Task instructions: A word-for-word copy of the entries is the only acceptable reply.
════════════════════
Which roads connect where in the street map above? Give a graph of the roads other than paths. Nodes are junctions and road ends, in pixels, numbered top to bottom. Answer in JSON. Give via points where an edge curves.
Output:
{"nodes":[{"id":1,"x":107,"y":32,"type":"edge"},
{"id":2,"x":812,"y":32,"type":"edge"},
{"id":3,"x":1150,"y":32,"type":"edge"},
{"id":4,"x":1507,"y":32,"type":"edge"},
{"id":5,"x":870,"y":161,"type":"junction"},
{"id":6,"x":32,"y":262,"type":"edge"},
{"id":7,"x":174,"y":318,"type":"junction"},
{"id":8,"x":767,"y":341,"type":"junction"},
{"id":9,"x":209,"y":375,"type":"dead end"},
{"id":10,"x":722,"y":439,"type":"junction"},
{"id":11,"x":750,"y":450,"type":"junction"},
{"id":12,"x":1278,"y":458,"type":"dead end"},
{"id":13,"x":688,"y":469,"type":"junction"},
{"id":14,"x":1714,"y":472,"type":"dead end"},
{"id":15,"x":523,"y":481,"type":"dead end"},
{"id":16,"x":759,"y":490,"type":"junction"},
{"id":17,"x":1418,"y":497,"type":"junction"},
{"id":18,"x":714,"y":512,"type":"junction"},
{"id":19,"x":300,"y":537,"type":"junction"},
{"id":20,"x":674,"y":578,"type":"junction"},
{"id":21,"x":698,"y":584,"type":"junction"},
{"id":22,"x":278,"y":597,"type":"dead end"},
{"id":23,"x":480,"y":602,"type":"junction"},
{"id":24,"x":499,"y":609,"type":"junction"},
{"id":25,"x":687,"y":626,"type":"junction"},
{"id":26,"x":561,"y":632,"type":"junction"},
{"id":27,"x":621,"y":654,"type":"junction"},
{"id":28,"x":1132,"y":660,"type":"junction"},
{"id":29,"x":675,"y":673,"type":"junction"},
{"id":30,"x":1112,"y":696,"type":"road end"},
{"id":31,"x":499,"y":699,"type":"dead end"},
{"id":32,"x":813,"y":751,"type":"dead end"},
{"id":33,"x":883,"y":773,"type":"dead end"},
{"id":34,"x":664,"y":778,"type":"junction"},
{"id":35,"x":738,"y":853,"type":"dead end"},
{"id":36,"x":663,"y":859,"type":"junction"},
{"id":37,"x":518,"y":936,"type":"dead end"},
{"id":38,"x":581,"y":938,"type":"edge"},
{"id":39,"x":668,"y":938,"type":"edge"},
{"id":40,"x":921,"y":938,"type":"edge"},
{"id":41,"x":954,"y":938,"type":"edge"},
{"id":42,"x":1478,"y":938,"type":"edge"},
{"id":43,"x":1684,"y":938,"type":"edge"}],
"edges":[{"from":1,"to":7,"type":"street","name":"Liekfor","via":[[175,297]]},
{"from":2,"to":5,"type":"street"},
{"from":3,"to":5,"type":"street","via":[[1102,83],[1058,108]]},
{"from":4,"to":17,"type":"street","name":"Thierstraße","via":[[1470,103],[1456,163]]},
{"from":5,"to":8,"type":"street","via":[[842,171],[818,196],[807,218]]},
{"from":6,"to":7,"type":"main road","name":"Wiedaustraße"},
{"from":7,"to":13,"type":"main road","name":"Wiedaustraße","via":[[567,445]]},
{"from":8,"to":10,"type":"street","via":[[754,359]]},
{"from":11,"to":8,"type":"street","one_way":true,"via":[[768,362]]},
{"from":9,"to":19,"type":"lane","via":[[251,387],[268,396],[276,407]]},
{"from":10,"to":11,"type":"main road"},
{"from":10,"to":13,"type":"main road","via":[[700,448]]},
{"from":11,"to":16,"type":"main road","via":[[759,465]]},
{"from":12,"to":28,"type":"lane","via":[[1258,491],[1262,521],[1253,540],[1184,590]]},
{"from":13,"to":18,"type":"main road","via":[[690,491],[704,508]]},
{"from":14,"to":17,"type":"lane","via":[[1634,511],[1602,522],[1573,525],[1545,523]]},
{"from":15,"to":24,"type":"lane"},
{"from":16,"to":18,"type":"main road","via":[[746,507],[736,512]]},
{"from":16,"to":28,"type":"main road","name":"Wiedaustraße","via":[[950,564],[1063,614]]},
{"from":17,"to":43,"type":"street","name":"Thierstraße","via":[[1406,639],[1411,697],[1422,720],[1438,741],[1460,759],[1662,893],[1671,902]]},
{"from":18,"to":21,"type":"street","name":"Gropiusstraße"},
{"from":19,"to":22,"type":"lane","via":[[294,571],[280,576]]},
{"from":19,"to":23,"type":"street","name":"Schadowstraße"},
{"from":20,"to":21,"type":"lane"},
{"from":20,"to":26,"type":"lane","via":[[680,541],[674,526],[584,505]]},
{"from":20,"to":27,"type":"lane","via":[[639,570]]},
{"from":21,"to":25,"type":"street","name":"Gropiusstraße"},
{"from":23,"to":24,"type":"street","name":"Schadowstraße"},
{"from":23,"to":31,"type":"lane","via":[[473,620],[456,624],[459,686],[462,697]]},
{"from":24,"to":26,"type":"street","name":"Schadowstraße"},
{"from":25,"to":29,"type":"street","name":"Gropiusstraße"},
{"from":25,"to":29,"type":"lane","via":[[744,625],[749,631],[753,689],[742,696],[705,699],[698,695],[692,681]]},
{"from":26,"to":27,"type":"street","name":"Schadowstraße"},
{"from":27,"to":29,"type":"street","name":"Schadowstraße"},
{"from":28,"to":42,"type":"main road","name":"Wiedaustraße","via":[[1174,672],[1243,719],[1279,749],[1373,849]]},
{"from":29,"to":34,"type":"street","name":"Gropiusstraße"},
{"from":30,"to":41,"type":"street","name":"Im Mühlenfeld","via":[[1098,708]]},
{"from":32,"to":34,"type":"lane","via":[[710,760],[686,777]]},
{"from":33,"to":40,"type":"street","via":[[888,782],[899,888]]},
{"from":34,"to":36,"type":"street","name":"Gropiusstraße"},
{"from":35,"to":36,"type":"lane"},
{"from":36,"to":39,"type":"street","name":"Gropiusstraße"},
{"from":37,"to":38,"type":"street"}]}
════════════════════
Solution for this problem:
Which roads connect where in the street map above? Give a graph of the roads other than paths. Nodes are junctions and road ends, in pixels, numbered top to bottom. Answer in JSON. Give via points where an edge curves.
Output:
{"nodes":[{"id":1,"x":107,"y":32,"type":"edge"},
{"id":2,"x":812,"y":32,"type":"edge"},
{"id":3,"x":1150,"y":32,"type":"edge"},
{"id":4,"x":1507,"y":32,"type":"edge"},
{"id":5,"x":870,"y":161,"type":"junction"},
{"id":6,"x":32,"y":262,"type":"edge"},
{"id":7,"x":174,"y":318,"type":"junction"},
{"id":8,"x":767,"y":341,"type":"junction"},
{"id":9,"x":209,"y":375,"type":"dead end"},
{"id":10,"x":722,"y":439,"type":"junction"},
{"id":11,"x":750,"y":450,"type":"junction"},
{"id":12,"x":1278,"y":458,"type":"dead end"},
{"id":13,"x":688,"y":469,"type":"junction"},
{"id":14,"x":1714,"y":472,"type":"dead end"},
{"id":15,"x":523,"y":481,"type":"dead end"},
{"id":16,"x":759,"y":490,"type":"junction"},
{"id":17,"x":1418,"y":497,"type":"junction"},
{"id":18,"x":714,"y":512,"type":"junction"},
{"id":19,"x":300,"y":537,"type":"junction"},
{"id":20,"x":674,"y":578,"type":"junction"},
{"id":21,"x":698,"y":584,"type":"junction"},
{"id":22,"x":278,"y":597,"type":"dead end"},
{"id":23,"x":480,"y":602,"type":"junction"},
{"id":24,"x":499,"y":609,"type":"junction"},
{"id":25,"x":687,"y":626,"type":"junction"},
{"id":26,"x":561,"y":632,"type":"junction"},
{"id":27,"x":621,"y":654,"type":"junction"},
{"id":28,"x":1132,"y":660,"type":"junction"},
{"id":29,"x":675,"y":673,"type":"junction"},
{"id":30,"x":1112,"y":696,"type":"road end"},
{"id":31,"x":499,"y":699,"type":"dead end"},
{"id":32,"x":813,"y":751,"type":"dead end"},
{"id":33,"x":883,"y":773,"type":"dead end"},
{"id":34,"x":664,"y":778,"type":"junction"},
{"id":35,"x":738,"y":853,"type":"dead end"},
{"id":36,"x":663,"y":859,"type":"junction"},
{"id":37,"x":518,"y":936,"type":"dead end"},
{"id":38,"x":581,"y":938,"type":"edge"},
{"id":39,"x":668,"y":938,"type":"edge"},
{"id":40,"x":921,"y":938,"type":"edge"},
{"id":41,"x":954,"y":938,"type":"edge"},
{"id":42,"x":1478,"y":938,"type":"edge"},
{"id":43,"x":1684,"y":938,"type":"edge"}],
"edges":[{"from":1,"to":7,"type":"street","name":"Liekfor","via":[[175,297]]},
{"from":2,"to":5,"type":"street"},
{"from":3,"to":5,"type":"street","via":[[1102,83],[1058,108]]},
{"from":4,"to":17,"type":"street","name":"Thierstraße","via":[[1470,103],[1456,163]]},
{"from":5,"to":8,"type":"street","via":[[842,171],[818,196],[807,218]]},
{"from":6,"to":7,"type":"main road","name":"Wiedaustraße"},
{"from":7,"to":13,"type":"main road","name":"Wiedaustraße","via":[[567,445]]},
{"from":8,"to":10,"type":"street","via":[[754,359]]},
{"from":11,"to":8,"type":"street","one_way":true,"via":[[768,362]]},
{"from":9,"to":19,"type":"lane","via":[[251,387],[268,396],[276,407]]},
{"from":10,"to":11,"type":"main road"},
{"from":10,"to":13,"type":"main road","via":[[700,448]]},
{"from":11,"to":16,"type":"main road","via":[[759,465]]},
{"from":12,"to":28,"type":"lane","via":[[1258,491],[1262,521],[1253,540],[1184,590]]},
{"from":13,"to":18,"type":"main road","via":[[690,491],[704,508]]},
{"from":14,"to":17,"type":"lane","via":[[1634,511],[1602,522],[1573,525],[1545,523]]},
{"from":15,"to":24,"type":"lane"},
{"from":16,"to":18,"type":"main road","via":[[746,507],[736,512]]},
{"from":16,"to":28,"type":"main road","name":"Wiedaustraße","via":[[950,564],[1063,614]]},
{"from":17,"to":43,"type":"street","name":"Thierstraße","via":[[1406,639],[1411,697],[1422,720],[1438,741],[1460,759],[1662,893],[1671,902]]},
{"from":18,"to":21,"type":"street","name":"Gropiusstraße"},
{"from":19,"to":22,"type":"lane","via":[[294,571],[280,576]]},
{"from":19,"to":23,"type":"street","name":"Schadowstraße"},
{"from":20,"to":21,"type":"lane"},
{"from":20,"to":26,"type":"lane","via":[[680,541],[674,526],[584,505]]},
{"from":20,"to":27,"type":"lane","via":[[639,570]]},
{"from":21,"to":25,"type":"street","name":"Gropiusstraße"},
{"from":23,"to":24,"type":"street","name":"Schadowstraße"},
{"from":23,"to":31,"type":"lane","via":[[473,620],[456,624],[459,686],[462,697]]},
{"from":24,"to":26,"type":"street","name":"Schadowstraße"},
{"from":25,"to":29,"type":"street","name":"Gropiusstraße"},
{"from":25,"to":29,"type":"lane","via":[[744,625],[749,631],[753,689],[742,696],[705,699],[698,695],[692,681]]},
{"from":26,"to":27,"type":"street","name":"Schadowstraße"},
{"from":27,"to":29,"type":"street","name":"Schadowstraße"},
{"from":28,"to":42,"type":"main road","name":"Wiedaustraße","via":[[1174,672],[1243,719],[1279,749],[1373,849]]},
{"from":29,"to":34,"type":"street","name":"Gropiusstraße"},
{"from":30,"to":41,"type":"street","name":"Im Mühlenfeld","via":[[1098,708]]},
{"from":32,"to":34,"type":"lane","via":[[710,760],[686,777]]},
{"from":33,"to":40,"type":"street","via":[[888,782],[899,888]]},
{"from":34,"to":36,"type":"street","name":"Gropiusstraße"},
{"from":35,"to":36,"type":"lane"},
{"from":36,"to":39,"type":"street","name":"Gropiusstraße"},
{"from":37,"to":38,"type":"street"}]}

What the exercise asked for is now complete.